> _Task_
The response should contain only those lines of the entries below that include the string "Ibara".

> _Source material_
==*==
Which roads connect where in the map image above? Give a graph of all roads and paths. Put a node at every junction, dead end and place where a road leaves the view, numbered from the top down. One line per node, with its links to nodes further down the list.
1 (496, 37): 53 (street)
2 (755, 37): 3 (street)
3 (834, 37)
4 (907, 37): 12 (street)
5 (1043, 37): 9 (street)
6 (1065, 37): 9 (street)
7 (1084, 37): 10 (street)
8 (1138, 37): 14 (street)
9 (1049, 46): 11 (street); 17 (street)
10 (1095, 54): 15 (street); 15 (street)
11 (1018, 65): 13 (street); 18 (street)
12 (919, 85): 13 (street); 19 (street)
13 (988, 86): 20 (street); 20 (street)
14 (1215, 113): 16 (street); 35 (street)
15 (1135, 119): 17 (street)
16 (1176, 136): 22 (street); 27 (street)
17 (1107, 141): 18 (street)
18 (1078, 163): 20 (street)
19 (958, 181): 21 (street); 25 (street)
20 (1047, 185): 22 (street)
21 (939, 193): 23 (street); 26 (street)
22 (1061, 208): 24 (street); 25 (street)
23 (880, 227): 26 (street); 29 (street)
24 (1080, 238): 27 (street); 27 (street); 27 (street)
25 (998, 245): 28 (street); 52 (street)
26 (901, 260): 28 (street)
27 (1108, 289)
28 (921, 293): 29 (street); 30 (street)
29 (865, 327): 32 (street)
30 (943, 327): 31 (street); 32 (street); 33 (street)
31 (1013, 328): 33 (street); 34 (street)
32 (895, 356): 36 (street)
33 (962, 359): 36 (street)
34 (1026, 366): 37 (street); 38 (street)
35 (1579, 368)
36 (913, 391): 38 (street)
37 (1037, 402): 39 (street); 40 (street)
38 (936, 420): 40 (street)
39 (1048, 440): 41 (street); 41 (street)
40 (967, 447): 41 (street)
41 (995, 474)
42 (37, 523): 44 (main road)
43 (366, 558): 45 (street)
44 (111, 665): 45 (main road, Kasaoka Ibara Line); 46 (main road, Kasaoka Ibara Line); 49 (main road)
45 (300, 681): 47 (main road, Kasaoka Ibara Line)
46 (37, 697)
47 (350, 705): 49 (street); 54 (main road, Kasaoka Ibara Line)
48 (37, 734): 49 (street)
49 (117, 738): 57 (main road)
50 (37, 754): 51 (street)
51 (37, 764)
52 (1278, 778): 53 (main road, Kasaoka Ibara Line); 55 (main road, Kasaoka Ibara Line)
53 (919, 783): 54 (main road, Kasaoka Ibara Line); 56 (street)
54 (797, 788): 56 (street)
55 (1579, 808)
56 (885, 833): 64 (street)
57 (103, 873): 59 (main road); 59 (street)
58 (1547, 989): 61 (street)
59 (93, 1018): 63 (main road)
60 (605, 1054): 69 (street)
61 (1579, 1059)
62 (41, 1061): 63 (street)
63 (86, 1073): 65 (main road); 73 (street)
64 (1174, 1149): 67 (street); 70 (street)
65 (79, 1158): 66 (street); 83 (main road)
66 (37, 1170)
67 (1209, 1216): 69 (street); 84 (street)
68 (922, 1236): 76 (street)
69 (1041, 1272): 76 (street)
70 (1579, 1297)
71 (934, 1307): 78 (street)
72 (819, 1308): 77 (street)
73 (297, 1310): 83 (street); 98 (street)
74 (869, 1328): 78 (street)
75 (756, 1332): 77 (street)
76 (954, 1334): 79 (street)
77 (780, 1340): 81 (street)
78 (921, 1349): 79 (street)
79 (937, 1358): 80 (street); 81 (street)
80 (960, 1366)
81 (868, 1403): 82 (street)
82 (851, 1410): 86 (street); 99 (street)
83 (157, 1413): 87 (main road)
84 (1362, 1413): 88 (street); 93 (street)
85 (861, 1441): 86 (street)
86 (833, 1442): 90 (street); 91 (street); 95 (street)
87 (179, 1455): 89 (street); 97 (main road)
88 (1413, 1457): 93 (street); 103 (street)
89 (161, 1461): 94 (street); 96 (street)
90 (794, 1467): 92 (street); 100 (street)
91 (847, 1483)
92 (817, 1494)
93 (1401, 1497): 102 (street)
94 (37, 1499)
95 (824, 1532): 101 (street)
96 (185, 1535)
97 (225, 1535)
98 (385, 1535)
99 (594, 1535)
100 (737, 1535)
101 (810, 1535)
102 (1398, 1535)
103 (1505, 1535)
==*==
> _Solution for this problem_
44 (111, 665): 45 (main road, Kasaoka Ibara Line); 46 (main road, Kasaoka Ibara Line); 49 (main road)
45 (300, 681): 47 (main road, Kasaoka Ibara Line)
47 (350, 705): 49 (street); 54 (main road, Kasaoka Ibara Line)
52 (1278, 778): 53 (main road, Kasaoka Ibara Line); 55 (main road, Kasaoka Ibara Line)
53 (919, 783): 54 (main road, Kasaoka Ibara Line); 56 (street)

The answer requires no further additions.